* **Goal of the exercise**
Restate word for word the lines beginning with the one that contains "Extract the road" and ending at the bottom of the records below, both included.

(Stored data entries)
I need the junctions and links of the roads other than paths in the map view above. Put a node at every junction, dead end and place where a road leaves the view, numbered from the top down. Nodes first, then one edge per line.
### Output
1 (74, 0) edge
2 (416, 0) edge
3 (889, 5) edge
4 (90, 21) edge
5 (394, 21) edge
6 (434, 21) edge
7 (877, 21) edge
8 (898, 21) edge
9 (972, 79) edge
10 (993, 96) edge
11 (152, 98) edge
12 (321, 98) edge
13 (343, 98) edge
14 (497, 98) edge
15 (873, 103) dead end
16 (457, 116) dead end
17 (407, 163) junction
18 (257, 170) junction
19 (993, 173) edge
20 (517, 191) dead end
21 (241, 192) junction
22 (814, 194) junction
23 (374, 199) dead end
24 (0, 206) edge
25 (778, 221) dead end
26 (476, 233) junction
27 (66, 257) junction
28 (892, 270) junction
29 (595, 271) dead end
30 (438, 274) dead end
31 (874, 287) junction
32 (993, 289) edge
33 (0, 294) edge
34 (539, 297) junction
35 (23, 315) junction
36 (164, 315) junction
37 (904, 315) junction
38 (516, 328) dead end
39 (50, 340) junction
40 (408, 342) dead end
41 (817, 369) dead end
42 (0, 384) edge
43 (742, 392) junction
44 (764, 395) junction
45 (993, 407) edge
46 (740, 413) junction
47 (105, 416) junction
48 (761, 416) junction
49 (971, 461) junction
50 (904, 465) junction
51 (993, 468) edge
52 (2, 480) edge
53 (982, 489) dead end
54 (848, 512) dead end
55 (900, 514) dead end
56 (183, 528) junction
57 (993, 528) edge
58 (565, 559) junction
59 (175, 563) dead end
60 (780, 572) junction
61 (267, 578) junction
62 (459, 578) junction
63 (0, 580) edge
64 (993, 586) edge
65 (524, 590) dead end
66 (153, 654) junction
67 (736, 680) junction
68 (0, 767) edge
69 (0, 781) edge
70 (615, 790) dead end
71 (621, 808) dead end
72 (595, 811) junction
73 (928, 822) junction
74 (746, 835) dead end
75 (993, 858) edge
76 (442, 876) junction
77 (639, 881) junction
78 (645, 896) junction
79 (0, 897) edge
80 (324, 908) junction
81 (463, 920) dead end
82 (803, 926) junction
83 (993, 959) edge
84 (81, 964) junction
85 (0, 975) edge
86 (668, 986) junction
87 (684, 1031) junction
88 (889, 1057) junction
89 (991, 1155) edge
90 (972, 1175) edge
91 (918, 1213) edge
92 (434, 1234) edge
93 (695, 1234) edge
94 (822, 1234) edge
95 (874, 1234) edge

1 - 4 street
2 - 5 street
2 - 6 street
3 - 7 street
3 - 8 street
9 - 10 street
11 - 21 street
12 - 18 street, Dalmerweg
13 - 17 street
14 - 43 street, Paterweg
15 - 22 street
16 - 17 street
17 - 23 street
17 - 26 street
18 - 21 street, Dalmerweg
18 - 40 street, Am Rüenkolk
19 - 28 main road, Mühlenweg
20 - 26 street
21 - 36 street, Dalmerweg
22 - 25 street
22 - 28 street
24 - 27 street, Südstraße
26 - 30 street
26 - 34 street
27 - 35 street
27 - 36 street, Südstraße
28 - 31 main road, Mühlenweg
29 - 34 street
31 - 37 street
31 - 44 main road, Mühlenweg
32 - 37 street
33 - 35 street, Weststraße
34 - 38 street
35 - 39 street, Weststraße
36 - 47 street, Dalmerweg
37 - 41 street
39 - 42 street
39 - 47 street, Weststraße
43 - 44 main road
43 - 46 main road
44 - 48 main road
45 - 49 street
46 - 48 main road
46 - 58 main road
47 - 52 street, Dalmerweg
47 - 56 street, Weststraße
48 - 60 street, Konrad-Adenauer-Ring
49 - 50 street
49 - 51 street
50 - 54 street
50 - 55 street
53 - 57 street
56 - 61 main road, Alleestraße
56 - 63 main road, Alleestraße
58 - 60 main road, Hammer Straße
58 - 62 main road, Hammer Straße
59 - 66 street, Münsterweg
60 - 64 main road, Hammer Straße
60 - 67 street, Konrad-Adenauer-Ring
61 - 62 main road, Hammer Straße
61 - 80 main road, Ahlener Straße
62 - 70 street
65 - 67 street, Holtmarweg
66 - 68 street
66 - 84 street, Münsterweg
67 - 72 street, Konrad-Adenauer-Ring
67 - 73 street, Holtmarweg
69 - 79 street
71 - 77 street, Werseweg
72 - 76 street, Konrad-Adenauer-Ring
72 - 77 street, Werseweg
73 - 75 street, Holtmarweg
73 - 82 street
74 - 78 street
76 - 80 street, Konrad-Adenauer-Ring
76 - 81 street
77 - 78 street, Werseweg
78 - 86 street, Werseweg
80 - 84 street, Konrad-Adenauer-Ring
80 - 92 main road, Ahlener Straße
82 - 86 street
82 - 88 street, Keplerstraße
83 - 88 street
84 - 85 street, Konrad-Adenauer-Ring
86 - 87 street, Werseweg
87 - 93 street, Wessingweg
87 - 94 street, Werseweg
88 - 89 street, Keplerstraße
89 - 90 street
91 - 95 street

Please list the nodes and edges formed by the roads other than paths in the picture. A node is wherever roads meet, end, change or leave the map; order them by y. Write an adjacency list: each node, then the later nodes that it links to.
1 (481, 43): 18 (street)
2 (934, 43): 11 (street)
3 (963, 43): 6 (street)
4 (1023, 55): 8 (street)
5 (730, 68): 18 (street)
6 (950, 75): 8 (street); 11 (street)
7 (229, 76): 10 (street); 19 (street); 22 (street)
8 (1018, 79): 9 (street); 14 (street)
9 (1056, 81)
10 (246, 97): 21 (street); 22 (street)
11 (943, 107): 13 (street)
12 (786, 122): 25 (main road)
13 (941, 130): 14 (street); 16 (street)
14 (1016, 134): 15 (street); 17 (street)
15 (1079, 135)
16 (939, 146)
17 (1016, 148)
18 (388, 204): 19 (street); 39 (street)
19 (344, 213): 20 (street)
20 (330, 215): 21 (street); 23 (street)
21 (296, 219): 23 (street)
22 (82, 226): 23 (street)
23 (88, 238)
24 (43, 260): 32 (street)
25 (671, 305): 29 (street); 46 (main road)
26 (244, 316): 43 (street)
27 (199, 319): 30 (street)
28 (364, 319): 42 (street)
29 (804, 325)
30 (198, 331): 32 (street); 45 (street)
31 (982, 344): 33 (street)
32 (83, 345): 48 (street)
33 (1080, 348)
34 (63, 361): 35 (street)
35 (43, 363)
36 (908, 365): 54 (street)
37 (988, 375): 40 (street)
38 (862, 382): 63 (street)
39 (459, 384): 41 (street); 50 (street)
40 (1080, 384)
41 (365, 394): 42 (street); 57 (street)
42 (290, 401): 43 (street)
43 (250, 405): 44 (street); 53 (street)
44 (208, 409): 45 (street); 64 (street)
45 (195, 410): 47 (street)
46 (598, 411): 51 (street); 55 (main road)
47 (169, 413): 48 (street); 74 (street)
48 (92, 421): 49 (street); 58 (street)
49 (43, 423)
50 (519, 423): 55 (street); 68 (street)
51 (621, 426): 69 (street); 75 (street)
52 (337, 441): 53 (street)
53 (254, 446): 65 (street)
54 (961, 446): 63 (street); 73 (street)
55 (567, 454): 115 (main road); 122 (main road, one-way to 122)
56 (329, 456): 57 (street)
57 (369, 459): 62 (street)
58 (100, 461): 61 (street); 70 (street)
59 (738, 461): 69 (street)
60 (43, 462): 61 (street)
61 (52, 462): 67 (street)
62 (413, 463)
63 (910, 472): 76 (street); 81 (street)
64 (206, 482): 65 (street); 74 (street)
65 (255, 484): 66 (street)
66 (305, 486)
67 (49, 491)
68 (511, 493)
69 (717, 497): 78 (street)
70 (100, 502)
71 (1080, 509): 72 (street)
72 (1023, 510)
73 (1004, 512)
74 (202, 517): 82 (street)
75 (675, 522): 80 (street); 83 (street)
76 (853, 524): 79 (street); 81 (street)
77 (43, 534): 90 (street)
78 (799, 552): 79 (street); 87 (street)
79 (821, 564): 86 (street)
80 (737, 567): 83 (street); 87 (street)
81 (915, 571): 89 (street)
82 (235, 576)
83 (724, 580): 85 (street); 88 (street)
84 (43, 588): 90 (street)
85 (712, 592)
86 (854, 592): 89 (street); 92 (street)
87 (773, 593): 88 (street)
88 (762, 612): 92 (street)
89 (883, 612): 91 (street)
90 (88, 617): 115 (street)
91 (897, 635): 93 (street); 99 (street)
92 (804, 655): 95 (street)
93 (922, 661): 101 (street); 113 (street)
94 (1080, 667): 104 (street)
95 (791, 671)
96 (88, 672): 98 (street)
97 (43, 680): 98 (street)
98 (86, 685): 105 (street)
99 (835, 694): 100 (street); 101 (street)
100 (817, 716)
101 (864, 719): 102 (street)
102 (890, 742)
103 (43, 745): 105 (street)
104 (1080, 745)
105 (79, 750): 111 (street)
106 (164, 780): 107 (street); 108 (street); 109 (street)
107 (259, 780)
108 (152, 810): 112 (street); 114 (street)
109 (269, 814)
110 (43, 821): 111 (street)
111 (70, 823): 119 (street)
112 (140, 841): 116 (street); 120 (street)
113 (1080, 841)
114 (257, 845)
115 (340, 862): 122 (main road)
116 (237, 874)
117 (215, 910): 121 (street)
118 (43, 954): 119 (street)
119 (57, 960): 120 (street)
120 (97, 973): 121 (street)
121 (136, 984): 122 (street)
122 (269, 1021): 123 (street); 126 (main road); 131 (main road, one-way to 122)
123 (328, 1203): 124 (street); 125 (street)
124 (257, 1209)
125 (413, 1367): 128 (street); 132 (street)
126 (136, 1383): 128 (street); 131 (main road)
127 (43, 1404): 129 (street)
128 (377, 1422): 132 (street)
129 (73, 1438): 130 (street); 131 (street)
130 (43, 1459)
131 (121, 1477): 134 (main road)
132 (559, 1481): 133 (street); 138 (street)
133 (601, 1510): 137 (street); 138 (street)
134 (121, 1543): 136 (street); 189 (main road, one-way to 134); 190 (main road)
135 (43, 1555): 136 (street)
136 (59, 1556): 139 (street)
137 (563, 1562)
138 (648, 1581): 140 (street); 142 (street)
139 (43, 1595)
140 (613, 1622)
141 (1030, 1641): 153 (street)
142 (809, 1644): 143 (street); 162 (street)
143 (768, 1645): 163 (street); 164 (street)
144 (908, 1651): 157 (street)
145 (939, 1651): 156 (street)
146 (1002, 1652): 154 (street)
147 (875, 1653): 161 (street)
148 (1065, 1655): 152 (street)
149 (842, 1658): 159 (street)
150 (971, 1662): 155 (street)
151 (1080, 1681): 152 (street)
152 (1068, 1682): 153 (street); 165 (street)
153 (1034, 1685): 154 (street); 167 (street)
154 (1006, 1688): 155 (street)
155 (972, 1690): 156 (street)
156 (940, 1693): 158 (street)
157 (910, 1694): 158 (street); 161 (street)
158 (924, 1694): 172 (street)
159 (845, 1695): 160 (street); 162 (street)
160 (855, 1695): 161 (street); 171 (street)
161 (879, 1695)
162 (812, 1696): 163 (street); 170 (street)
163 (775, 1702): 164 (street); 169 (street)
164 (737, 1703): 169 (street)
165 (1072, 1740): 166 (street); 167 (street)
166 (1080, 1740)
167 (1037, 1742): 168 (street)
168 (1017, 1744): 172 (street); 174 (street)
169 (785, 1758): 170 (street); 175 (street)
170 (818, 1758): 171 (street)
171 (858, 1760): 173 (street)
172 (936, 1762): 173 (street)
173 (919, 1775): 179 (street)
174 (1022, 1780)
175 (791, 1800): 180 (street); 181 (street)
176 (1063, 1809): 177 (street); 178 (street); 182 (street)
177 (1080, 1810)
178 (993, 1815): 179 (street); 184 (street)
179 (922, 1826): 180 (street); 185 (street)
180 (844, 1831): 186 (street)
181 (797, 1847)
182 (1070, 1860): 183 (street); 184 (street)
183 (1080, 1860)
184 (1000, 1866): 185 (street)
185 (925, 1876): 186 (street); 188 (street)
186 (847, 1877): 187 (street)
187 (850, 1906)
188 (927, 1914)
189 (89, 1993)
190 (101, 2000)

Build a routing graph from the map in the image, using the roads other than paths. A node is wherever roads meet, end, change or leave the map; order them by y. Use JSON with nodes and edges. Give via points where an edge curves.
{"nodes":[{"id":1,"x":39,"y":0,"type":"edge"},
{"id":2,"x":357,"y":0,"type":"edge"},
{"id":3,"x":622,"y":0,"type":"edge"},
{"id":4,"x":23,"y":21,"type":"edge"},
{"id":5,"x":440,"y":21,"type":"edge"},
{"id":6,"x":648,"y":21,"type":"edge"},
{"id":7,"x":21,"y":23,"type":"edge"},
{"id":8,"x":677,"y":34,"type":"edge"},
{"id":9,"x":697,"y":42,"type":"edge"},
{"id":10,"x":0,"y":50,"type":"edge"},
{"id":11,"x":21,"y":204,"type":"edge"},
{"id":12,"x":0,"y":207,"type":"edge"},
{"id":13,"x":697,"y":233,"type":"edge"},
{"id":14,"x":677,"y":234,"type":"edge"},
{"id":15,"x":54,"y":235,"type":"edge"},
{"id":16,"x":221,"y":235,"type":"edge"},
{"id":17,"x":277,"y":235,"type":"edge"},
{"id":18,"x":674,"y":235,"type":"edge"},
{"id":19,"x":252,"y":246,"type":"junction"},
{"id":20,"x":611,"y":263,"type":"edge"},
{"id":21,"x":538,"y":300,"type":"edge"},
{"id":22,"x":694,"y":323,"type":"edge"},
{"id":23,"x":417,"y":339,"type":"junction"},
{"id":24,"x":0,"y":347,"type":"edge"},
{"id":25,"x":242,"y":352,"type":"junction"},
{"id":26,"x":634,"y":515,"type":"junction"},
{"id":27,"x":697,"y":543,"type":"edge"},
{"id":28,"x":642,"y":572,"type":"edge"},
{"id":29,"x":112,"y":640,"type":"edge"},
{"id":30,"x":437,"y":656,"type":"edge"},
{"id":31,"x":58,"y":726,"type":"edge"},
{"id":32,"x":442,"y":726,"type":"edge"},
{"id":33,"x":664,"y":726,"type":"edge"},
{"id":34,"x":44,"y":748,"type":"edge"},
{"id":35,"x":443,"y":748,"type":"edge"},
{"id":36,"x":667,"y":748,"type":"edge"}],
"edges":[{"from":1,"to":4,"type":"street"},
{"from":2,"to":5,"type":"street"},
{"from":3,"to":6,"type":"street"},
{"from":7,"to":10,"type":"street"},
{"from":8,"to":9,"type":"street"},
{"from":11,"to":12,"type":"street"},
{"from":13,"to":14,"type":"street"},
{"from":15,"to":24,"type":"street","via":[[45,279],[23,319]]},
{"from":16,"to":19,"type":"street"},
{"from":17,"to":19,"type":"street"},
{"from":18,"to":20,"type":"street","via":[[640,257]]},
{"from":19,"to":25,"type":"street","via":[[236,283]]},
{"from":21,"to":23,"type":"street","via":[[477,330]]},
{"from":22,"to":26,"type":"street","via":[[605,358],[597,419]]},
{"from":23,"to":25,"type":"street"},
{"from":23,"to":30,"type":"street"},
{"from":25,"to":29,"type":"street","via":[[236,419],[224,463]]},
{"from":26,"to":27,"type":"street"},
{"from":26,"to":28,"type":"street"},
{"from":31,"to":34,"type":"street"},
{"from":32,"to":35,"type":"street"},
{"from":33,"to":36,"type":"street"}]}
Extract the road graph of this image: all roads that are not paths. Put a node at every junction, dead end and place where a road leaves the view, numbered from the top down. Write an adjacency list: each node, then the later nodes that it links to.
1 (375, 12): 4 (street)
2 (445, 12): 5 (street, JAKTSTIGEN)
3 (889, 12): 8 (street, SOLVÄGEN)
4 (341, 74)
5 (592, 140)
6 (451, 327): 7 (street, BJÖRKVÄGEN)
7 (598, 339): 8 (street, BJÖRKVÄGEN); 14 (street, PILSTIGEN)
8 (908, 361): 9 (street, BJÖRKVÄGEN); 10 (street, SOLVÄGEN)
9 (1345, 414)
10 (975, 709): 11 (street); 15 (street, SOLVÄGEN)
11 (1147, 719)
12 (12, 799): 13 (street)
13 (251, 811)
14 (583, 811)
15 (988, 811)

* **Response to the exercise**
Extract the road graph of this image: all roads that are not paths. Put a node at every junction, dead end and place where a road leaves the view, numbered from the top down. Write an adjacency list: each node, then the later nodes that it links to.
1 (375, 12): 4 (street)
2 (445, 12): 5 (street, JAKTSTIGEN)
3 (889, 12): 8 (street, SOLVÄGEN)
4 (341, 74)
5 (592, 140)
6 (451, 327): 7 (street, BJÖRKVÄGEN)
7 (598, 339): 8 (street, BJÖRKVÄGEN); 14 (street, PILSTIGEN)
8 (908, 361): 9 (street, BJÖRKVÄGEN); 10 (street, SOLVÄGEN)
9 (1345, 414)
10 (975, 709): 11 (street); 15 (street, SOLVÄGEN)
11 (1147, 719)
12 (12, 799): 13 (street)
13 (251, 811)
14 (583, 811)
15 (988, 811)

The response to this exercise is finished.